Collected data:
################

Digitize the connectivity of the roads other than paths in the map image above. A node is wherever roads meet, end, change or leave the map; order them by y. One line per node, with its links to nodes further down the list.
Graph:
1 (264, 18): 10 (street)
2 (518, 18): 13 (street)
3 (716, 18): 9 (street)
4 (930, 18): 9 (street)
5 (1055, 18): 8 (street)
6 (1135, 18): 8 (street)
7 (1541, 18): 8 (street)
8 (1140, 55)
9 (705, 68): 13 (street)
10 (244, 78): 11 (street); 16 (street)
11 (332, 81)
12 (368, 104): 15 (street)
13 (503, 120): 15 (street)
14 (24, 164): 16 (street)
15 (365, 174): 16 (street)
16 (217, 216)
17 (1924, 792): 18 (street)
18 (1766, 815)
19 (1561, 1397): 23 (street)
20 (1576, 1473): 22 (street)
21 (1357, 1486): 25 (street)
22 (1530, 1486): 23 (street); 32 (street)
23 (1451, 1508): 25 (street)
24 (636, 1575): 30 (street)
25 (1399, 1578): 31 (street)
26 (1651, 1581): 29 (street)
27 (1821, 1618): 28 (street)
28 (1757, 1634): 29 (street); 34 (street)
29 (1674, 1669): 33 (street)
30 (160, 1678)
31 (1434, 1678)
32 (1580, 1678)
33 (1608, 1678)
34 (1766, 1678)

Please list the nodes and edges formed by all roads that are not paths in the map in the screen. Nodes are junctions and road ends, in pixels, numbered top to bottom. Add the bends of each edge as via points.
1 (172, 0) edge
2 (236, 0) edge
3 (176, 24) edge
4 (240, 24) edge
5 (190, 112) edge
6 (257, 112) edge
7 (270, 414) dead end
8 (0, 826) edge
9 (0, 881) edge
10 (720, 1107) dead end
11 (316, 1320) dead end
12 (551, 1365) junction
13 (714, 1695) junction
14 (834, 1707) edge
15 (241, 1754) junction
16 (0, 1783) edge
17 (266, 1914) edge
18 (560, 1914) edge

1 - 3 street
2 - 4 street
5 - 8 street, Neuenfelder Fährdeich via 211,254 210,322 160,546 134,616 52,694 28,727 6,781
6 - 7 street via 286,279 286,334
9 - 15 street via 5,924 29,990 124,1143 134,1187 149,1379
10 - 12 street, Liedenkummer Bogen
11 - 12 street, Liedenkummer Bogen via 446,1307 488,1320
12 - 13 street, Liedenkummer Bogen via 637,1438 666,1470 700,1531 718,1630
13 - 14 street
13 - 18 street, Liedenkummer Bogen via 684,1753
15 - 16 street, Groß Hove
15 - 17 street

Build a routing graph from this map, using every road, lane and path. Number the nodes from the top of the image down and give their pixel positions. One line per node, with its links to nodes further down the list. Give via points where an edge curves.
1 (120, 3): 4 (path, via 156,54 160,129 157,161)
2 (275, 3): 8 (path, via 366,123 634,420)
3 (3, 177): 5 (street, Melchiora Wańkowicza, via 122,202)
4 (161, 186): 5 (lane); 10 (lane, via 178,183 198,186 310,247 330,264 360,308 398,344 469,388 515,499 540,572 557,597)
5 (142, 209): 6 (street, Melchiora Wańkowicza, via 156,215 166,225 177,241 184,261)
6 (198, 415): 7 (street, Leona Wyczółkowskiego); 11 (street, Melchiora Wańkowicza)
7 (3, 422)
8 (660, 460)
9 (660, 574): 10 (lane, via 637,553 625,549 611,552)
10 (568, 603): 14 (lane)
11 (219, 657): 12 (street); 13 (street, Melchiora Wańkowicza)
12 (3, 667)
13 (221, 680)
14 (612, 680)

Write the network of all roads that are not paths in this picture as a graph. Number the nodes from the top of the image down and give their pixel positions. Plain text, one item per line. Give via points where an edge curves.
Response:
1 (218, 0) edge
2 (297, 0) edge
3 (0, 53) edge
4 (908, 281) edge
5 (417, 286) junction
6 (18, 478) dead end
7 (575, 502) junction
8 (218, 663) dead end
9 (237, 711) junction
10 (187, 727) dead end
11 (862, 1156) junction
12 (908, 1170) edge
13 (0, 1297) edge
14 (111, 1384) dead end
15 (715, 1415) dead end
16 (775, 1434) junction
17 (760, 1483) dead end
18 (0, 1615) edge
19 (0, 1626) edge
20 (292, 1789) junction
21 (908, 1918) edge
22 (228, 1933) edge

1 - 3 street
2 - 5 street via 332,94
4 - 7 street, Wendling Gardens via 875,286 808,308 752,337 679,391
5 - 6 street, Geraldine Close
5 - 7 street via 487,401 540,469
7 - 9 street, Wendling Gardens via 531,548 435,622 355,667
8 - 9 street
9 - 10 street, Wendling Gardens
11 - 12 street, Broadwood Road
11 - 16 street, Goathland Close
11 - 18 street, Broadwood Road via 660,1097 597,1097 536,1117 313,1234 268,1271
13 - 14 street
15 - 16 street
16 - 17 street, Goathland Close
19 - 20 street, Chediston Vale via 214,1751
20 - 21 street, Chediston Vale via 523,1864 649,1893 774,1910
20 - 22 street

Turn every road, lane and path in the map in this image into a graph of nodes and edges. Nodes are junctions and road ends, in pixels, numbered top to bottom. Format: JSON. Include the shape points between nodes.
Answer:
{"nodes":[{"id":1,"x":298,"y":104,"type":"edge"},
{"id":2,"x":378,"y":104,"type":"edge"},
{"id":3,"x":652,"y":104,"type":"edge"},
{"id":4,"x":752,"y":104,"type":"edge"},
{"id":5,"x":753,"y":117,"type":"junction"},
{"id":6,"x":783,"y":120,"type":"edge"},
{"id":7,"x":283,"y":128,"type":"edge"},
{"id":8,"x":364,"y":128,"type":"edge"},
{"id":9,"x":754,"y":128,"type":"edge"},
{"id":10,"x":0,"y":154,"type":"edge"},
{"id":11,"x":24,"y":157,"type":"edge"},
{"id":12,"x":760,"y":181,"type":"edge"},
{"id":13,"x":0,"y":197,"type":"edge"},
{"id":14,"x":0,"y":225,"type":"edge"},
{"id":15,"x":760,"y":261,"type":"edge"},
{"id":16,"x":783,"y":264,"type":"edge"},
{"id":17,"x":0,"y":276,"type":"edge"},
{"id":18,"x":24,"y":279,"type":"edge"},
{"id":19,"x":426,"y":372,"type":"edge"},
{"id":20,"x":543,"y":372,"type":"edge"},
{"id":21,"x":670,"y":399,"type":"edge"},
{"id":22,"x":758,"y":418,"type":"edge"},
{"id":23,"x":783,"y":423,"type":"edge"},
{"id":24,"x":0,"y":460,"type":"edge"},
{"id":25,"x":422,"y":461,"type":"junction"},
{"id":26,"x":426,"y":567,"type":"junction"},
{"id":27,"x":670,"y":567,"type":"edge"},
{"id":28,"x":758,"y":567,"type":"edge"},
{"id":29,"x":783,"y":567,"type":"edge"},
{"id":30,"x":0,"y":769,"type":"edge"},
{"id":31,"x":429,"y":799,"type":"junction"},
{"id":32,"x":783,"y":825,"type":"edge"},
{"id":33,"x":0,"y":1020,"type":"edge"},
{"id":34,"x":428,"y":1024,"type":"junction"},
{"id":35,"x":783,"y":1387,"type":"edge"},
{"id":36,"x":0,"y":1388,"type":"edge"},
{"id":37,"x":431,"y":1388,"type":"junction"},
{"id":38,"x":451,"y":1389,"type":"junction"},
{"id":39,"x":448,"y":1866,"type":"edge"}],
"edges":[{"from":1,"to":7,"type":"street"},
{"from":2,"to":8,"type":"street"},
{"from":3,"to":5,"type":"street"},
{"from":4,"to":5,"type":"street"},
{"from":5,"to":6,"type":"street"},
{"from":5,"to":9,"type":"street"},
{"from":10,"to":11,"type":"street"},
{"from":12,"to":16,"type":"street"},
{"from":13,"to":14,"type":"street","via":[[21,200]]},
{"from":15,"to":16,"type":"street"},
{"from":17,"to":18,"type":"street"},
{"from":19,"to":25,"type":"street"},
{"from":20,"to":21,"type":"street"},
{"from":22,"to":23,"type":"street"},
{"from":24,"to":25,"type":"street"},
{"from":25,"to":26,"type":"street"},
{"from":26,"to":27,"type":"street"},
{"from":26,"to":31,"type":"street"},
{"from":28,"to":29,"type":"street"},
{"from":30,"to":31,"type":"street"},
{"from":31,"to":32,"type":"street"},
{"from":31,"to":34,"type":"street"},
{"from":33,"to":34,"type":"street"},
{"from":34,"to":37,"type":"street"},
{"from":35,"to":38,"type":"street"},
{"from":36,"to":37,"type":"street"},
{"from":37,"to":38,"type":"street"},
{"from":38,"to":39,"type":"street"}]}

################

(WHAT IS BEING ASKED): Show the lines in the entries above that include the string "Give".

(ANSWER BOX):
Build a routing graph from this map, using every road, lane and path. Number the nodes from the top of the image down and give their pixel positions. One line per node, with its links to nodes further down the list. Give via points where an edge curves.
Write the network of all roads that are not paths in this picture as a graph. Number the nodes from the top of the image down and give their pixel positions. Plain text, one item per line. Give via points where an edge curves.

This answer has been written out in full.